THE DATA:
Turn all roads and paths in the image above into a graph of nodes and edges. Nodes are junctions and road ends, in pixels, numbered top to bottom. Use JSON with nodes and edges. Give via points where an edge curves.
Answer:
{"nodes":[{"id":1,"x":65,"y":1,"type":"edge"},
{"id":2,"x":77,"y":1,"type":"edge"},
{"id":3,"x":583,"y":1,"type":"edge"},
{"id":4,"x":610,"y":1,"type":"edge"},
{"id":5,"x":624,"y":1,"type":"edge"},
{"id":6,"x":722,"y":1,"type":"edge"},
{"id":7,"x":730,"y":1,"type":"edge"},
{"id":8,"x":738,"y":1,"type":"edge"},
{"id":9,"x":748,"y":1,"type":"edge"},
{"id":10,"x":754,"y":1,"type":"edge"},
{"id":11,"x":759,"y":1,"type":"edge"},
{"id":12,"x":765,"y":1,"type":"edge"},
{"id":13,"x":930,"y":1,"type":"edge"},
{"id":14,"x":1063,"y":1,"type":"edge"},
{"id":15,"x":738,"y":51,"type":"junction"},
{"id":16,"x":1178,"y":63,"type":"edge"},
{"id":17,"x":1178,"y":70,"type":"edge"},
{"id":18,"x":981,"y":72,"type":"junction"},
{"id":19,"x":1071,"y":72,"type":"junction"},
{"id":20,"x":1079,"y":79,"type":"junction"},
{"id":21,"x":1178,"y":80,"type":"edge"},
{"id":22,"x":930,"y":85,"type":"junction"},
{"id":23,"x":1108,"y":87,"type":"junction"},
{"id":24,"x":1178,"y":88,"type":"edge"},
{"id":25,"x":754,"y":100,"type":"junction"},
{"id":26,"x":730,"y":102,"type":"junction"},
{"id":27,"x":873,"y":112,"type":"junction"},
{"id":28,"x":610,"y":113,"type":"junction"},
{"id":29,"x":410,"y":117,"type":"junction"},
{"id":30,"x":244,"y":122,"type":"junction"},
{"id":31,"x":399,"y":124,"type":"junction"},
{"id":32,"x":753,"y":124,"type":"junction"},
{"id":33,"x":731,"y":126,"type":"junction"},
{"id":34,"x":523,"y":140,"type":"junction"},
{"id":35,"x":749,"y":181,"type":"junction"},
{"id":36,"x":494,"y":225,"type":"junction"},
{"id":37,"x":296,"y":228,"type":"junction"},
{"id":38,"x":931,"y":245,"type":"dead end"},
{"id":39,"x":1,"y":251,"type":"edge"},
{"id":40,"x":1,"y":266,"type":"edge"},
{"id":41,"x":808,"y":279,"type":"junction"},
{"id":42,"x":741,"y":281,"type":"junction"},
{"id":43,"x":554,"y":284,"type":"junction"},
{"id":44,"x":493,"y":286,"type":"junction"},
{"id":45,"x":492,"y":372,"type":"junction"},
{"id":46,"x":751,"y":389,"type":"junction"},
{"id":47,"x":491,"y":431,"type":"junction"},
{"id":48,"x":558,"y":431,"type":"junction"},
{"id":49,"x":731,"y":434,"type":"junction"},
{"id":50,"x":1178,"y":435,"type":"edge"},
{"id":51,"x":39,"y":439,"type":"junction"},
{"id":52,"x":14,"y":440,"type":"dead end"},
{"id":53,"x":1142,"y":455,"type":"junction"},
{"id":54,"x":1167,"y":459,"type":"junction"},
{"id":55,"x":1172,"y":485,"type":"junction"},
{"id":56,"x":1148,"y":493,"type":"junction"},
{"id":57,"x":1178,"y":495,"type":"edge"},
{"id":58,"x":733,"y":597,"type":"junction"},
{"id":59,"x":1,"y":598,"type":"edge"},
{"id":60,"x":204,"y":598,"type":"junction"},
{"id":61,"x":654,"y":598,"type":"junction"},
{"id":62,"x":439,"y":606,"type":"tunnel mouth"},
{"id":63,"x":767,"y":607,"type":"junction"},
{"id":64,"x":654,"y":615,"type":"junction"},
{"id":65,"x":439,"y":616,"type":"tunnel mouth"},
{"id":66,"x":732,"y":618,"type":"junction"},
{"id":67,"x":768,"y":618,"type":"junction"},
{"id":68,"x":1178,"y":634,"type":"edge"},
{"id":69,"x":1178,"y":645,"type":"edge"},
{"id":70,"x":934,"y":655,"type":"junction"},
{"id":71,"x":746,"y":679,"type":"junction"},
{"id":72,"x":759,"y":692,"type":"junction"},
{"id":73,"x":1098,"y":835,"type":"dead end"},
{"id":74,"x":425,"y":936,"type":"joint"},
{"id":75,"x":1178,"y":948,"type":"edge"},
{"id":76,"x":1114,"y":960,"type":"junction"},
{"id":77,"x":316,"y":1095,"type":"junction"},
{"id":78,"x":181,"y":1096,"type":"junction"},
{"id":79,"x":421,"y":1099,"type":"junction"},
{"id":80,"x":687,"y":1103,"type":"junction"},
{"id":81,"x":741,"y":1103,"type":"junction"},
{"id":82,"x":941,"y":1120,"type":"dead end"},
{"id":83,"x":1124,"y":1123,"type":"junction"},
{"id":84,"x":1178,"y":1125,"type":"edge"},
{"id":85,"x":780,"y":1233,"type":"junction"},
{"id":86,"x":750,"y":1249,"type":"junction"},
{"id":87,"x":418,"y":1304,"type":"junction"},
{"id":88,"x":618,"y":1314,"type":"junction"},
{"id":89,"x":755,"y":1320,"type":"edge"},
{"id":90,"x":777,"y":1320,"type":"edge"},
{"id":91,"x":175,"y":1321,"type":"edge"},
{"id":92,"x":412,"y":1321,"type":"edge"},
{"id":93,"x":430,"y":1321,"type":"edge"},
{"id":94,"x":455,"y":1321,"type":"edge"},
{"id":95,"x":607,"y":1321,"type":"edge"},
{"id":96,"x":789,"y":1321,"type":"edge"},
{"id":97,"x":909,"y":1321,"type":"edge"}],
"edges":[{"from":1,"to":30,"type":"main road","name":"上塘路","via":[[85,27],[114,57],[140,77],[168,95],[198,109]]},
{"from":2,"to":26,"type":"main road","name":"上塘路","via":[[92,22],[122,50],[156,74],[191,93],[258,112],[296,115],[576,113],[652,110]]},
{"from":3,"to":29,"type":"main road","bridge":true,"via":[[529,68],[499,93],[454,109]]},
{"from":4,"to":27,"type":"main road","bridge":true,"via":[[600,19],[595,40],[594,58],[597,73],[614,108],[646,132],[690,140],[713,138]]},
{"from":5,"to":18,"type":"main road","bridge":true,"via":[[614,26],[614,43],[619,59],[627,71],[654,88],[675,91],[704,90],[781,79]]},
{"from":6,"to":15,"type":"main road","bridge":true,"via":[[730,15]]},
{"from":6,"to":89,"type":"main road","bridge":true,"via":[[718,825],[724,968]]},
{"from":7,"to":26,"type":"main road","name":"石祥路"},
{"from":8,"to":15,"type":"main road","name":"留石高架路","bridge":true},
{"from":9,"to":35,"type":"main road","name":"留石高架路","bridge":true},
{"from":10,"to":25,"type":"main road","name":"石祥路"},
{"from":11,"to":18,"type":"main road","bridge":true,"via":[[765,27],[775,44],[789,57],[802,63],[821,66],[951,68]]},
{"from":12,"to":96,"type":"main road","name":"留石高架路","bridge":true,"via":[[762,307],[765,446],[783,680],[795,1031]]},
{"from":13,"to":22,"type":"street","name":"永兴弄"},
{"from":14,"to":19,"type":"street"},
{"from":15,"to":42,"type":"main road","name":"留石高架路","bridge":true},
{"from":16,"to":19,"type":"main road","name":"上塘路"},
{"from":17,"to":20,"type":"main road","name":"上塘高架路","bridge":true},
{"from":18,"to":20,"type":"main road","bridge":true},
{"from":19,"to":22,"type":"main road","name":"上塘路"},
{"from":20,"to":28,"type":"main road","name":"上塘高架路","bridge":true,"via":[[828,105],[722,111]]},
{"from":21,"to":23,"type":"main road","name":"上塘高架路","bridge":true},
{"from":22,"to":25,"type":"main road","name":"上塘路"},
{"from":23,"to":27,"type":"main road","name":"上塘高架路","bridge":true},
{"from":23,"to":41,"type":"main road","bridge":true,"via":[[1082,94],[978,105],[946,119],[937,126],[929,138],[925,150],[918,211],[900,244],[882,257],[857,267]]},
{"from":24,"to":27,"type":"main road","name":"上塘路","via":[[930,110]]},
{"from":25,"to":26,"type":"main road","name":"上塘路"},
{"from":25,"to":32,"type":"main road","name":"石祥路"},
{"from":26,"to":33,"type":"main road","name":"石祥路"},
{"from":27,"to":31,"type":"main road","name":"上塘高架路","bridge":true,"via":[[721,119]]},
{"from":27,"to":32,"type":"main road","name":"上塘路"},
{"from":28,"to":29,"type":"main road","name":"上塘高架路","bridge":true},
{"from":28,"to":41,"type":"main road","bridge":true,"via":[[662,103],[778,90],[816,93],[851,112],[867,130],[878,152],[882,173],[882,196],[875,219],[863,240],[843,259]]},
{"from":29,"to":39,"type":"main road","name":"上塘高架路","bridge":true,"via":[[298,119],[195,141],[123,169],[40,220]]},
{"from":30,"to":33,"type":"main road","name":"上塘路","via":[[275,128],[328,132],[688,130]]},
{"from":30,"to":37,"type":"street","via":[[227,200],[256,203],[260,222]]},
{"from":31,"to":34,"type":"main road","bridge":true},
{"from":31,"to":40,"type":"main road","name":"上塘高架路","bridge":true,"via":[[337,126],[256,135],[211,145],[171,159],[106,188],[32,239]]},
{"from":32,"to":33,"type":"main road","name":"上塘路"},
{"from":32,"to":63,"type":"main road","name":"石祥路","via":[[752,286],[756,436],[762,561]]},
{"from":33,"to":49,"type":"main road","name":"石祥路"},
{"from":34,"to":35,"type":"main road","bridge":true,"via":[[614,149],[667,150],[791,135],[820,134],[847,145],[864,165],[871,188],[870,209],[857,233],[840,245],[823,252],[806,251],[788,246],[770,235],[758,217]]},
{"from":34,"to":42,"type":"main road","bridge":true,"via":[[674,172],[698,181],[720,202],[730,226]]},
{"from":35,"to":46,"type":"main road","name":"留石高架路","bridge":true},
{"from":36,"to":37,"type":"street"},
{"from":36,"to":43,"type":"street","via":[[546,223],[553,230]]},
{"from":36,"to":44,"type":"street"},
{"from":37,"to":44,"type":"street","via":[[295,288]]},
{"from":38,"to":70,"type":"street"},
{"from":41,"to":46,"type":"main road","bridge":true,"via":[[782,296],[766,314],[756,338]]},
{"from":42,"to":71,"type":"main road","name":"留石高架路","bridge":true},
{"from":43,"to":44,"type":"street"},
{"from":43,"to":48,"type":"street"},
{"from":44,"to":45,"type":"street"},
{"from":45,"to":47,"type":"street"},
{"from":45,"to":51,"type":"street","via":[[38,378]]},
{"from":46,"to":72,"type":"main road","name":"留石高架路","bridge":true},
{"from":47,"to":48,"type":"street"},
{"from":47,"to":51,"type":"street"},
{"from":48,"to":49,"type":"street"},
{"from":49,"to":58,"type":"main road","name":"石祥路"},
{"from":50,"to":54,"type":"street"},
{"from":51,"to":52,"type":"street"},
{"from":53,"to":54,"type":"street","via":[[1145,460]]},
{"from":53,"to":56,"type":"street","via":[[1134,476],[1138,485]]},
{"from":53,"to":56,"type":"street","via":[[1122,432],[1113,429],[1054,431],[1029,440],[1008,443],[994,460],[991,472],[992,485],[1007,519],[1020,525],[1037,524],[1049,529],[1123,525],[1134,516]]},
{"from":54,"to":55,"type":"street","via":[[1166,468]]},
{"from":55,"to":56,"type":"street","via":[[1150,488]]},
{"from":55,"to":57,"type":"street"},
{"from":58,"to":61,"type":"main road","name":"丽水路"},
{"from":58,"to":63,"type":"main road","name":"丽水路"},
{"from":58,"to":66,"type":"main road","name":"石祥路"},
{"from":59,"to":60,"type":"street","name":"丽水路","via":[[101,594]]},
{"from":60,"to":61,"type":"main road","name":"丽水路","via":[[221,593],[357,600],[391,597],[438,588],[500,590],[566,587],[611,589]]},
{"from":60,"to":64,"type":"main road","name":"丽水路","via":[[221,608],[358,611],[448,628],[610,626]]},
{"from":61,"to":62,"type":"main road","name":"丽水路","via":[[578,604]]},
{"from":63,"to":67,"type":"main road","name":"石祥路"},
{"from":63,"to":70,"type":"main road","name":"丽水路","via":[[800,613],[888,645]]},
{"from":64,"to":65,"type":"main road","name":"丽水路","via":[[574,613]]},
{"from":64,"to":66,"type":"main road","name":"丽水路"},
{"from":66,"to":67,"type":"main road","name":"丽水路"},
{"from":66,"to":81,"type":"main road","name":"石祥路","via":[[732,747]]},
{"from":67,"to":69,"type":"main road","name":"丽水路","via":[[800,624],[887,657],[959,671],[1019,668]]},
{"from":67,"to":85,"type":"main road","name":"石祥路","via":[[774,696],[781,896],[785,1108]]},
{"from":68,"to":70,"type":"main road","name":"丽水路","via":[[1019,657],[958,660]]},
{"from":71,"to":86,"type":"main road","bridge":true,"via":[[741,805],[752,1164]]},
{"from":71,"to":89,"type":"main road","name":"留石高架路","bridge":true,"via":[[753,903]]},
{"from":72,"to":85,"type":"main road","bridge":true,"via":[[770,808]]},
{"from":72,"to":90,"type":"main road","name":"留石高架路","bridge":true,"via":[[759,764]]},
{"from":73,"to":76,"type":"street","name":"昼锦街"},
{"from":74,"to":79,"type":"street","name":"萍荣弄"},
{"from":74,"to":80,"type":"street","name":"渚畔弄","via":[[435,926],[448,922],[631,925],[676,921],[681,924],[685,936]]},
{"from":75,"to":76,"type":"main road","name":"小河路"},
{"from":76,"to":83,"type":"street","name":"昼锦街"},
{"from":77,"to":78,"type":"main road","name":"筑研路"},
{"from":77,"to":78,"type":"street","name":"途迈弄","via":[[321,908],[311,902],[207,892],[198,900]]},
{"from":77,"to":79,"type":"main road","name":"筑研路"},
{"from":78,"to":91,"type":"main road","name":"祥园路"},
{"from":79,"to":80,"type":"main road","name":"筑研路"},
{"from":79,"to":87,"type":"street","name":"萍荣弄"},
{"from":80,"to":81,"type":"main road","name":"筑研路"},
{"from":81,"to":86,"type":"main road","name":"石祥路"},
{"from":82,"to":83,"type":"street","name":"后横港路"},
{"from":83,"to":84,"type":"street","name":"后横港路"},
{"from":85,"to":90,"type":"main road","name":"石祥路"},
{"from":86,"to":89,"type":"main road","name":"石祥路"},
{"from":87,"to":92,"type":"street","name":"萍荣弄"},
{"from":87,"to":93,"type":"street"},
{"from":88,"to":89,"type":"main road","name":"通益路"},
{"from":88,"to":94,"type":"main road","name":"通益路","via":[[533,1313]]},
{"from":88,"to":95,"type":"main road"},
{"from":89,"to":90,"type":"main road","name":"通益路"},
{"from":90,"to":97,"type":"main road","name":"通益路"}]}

WHAT IS REQUIRED: Count the lines of the data that contain the string "edges", and reply with that number alone.

RESULT FOR THIS TASK: 2